LEAH: Sounds like what you’re talking about is that there were some non-consensual experiences.
MEAGAN: Right. I think it was a combination. I had not only non-consensual experiences. I was never raped, I don’t think. Although I was certainly drunk enough. Looking back, because I can’t even tell you how many times that I was drunk and I didn’t want it or I had said no but then it was so much easier to go along with it than to keep saying no.
And then not only that but when I was fifteen, I had a guy who I really, really liked and I thought I was in love with. He was 26 and I was obsessed with him. My parents really trusted him. I trusted him so much that they allowed him to take me out. And then on the way home, he basically pushed my head down and made me give him a blow job and that was the first blow job that I had ever given.
And it wasn’t until many years later in therapy that I realized first of all, that it wasn’t consensual and second of, all it was child molestation and third of all, I was so innocent that at that point I thought we were boyfriend and girlfriend. So when he came in my mouth and then I looked up at him and he dropped me off in my parents’ house and said that he could never see me again and that I could never tell anybody about this, I was devastated. And that was probably the moment where I lost some of my innocence and I thought I was just there to please men really.
LEAH: I’m so sorry that happened to you.
MEAGAN: Thank you.
LEAH: And I think it’s really important to just pause here for a moment. When we have some non-consensual experience where another person invades our body, no matter what orifice, no matter what they are using, whether it’s their penis, their fingers or toy or whatever, that is non- consensual. That is not okay and it is rape.
MEAGAN: Yeah and you know if I was listening to this and I was hearing a woman say this, I would be angry for her for not owning that. I shouldn’t say owning that because that sounds like you’re putting everything on her but you’re right. It was wrong of him to do that. He certainly raped my childhood and innocence. It was wrong and it scared me. I didn’t tell anybody for another six years or so probably.
LEAH: Which is, you know, the fact that he would say to you, you couldn’t talk about this with anybody, and you would then go on to believe that. That’s another marker of no matter what words you put on it, how not okay that interaction was.
Please forgive me for hijacking this for a moment but I think it’s so important. Right now, we’re in the midst of a cultural moment where there are a lot of questions about what consent is and I think it’s really important to sort of pull that apart and understand that just because you didn’t say no in that moment doesn’t mean you gave consent. That was coercion.
When someone uses their power over you to get you to do something that you don’t know what you want to do or not, that is coercion. And I also heard you say that there were times when guys sort of just kept going and you finally decided it’s easier to give in then to keep saying no. That’s coercion. It may not fit the actual definition of rape but that does not mean that it is consensual behavior.
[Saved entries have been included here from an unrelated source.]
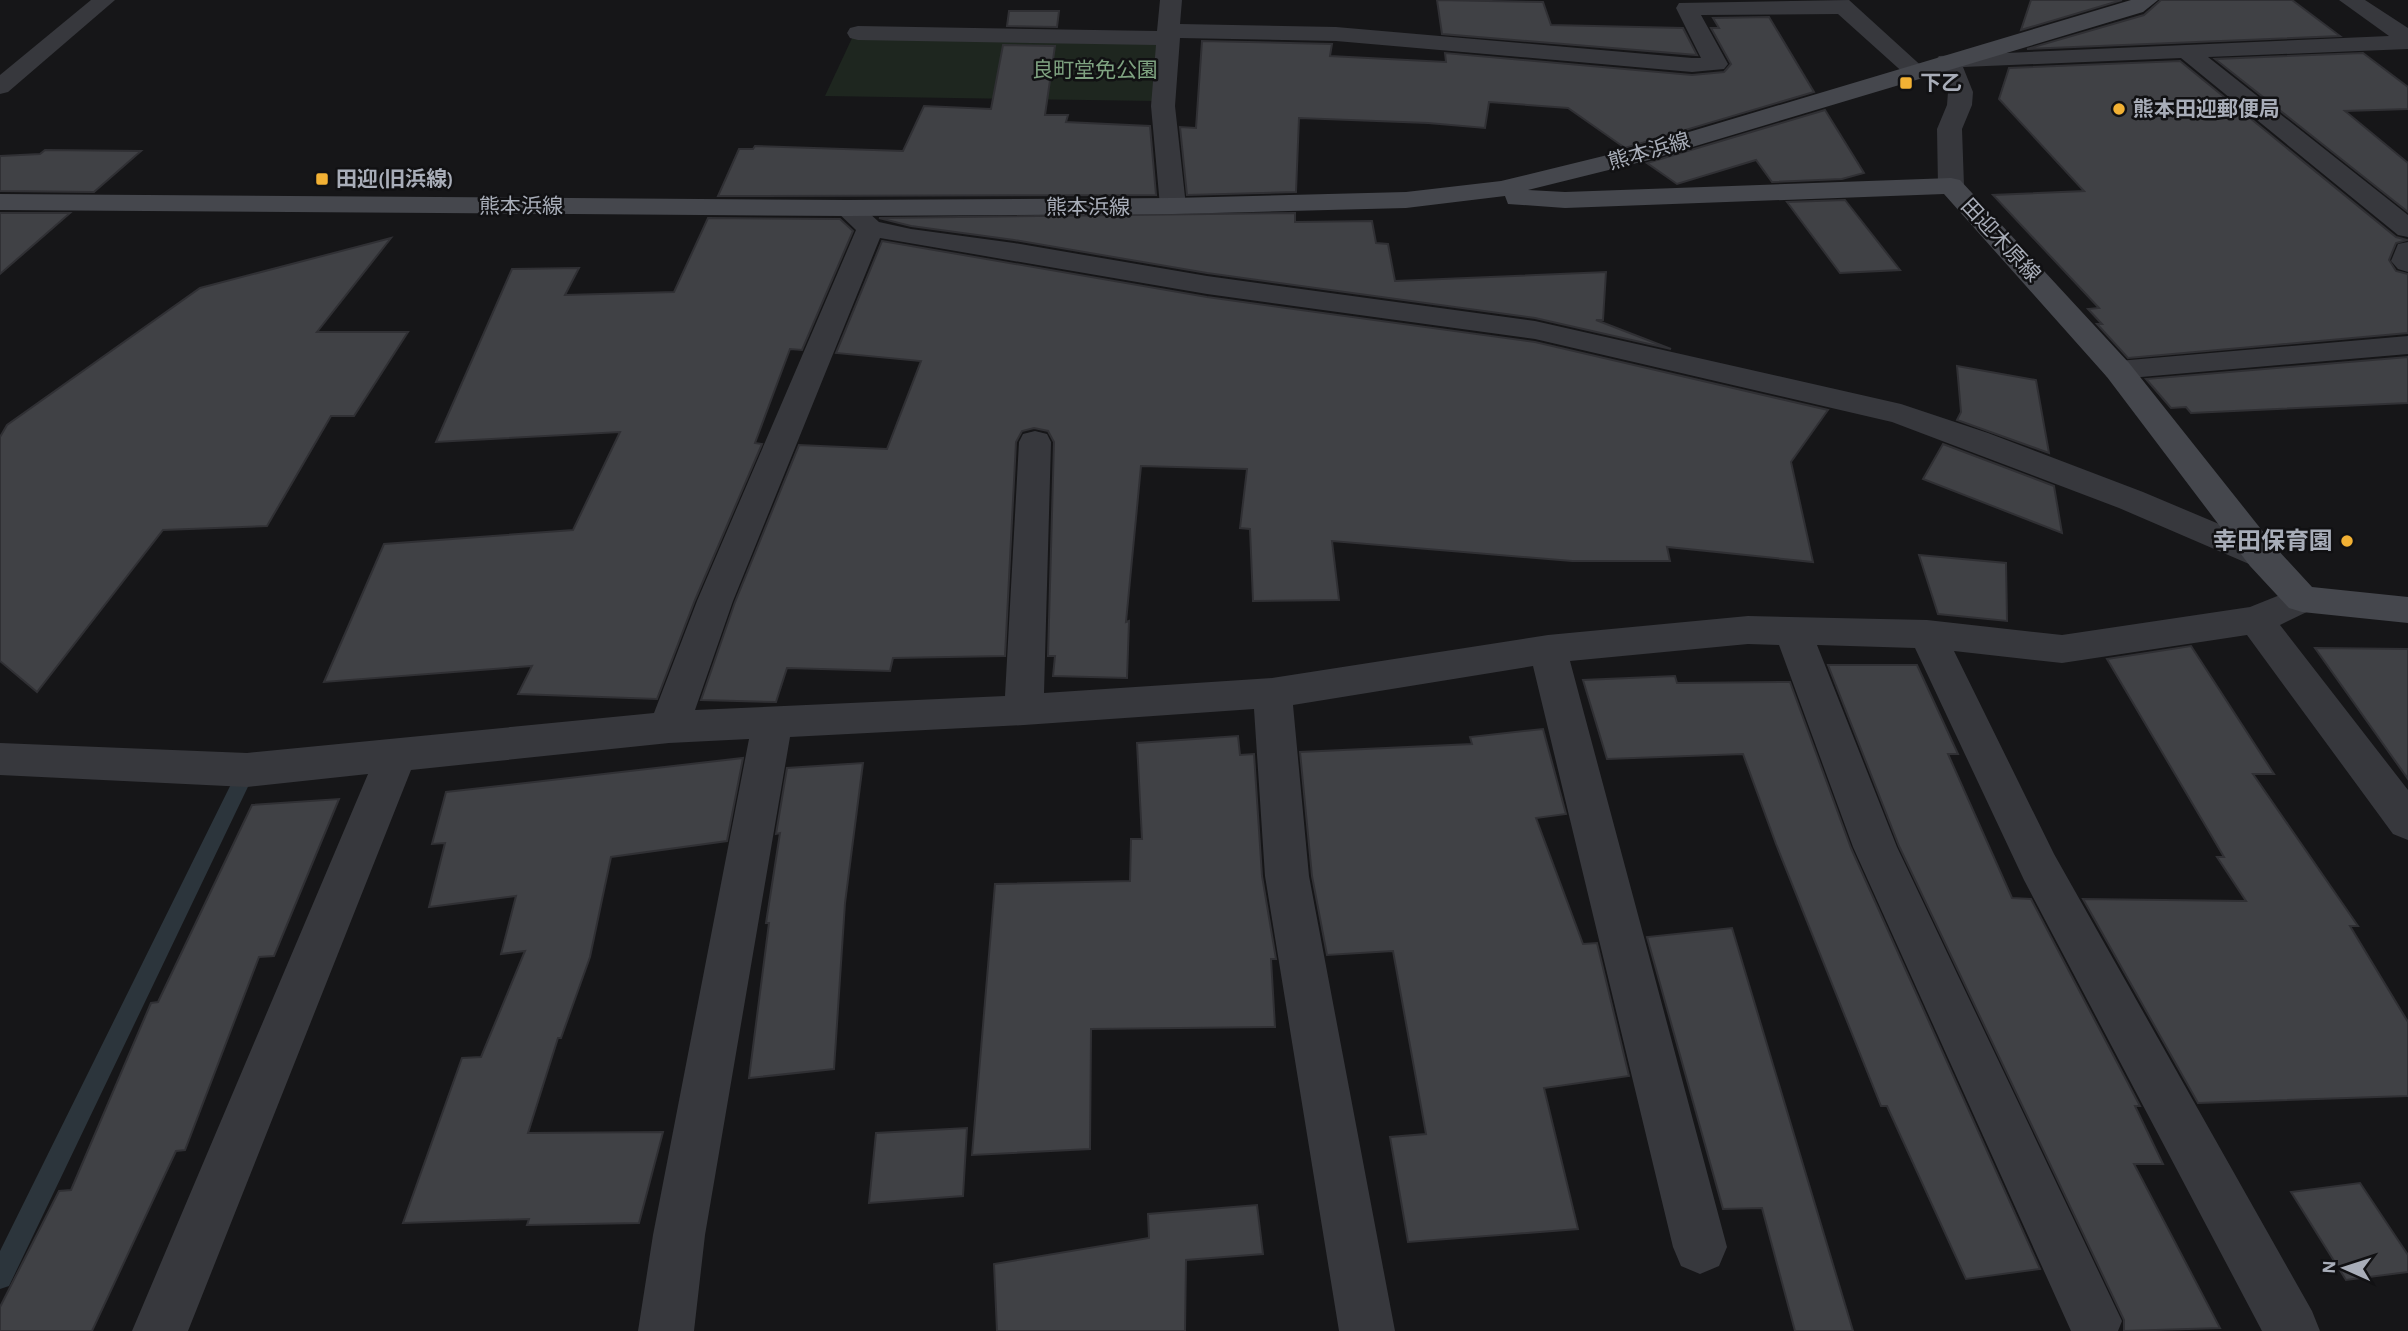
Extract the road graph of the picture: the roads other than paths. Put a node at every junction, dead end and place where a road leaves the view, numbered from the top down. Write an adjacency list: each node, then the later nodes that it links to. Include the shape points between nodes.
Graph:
1 (104, 0): 12 (street)
2 (1171, 0): 7 (street)
3 (2147, 0): 10 (main road, 熊本浜線)
4 (2350, 0): 8 (street)
5 (1838, 3): 7 (street, via 1687,8 1716,64 1336,34); 11 (street)
6 (858, 33): 7 (street)
7 (1169, 35): 16 (street, via 1163,106)
8 (2408, 40): 9 (street)
9 (2186, 51): 10 (street); 18 (street)
10 (1947, 61): 11 (main road, 熊本浜線); 13 (street, via 1961,88 1949,129 1954,167)
11 (1915, 71): 14 (main road, 熊本浜線, via 1640,155 1501,189)
12 (0, 86)
13 (1951, 186): 14 (main road, 田迎木原線, via 1565,200); 22 (main road, 田迎木原線)
14 (1448, 195): 16 (main road, 熊本浜線, via 1406,201)
15 (0, 202): 17 (main road, 熊本浜線)
16 (1173, 206): 17 (main road, 熊本浜線)
17 (858, 218): 24 (street, via 911,237 1207,285 1535,330 1901,414 2131,500); 34 (street)
18 (2408, 229)
19 (2408, 250): 20 (street)
20 (2408, 263)
21 (2408, 345): 22 (street)
22 (2118, 370): 24 (main road, 田迎木原線)
23 (1035, 442): 32 (street)
24 (2263, 557): 25 (main road, 田迎木原線)
25 (2302, 599): 26 (main road); 27 (street)
26 (2408, 610)
27 (2256, 620): 29 (street, via 2062,649); 37 (street)
28 (1793, 631): 29 (street); 30 (street, via 1748,630); 39 (street, via 1875,847)
29 (1927, 634): 43 (street, via 2039,867)
30 (1548, 649): 31 (street); 38 (street)
31 (1272, 694): 32 (street); 42 (street, via 1287,876)
32 (1024, 710): 33 (street)
33 (773, 720): 34 (street); 41 (street, via 679,1235)
34 (669, 727): 35 (street)
35 (396, 755): 36 (street, via 247,770); 40 (street)
36 (0, 759)
37 (2408, 822)
38 (1700, 1247)
39 (2095, 1321)
40 (160, 1331)
41 (666, 1331)
42 (1367, 1331)
43 (2292, 1331)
MEAGAN: If there are any young girls listening, I also want to say that at that time I felt somewhat culpable for it because I looked older. I mean I was fifteen, but I got into bars quite often. And by the time I was fourteen, I looked 25 and I was 25 until I turned 30 basically.
[LAUGHTER]
MEAGAN: But you know that it’s true. As a pretty young girl, men would often think that I was much older and then therefore I felt responsible because I did look older and therefore I would act older and sometimes I would lie about my age. And I wanted desperately to be older. I wanted desperately to be treated like an adult so in some ways I blame myself for that and I felt that it came with the territory of what I wanted and this was what I was asking for. And I just want to say if there are any young girls listening that that’s absolutely not true and just because you’re pretty or thin or look older, however you look doesn’t matter. It’s never okay for a guy to do that to you.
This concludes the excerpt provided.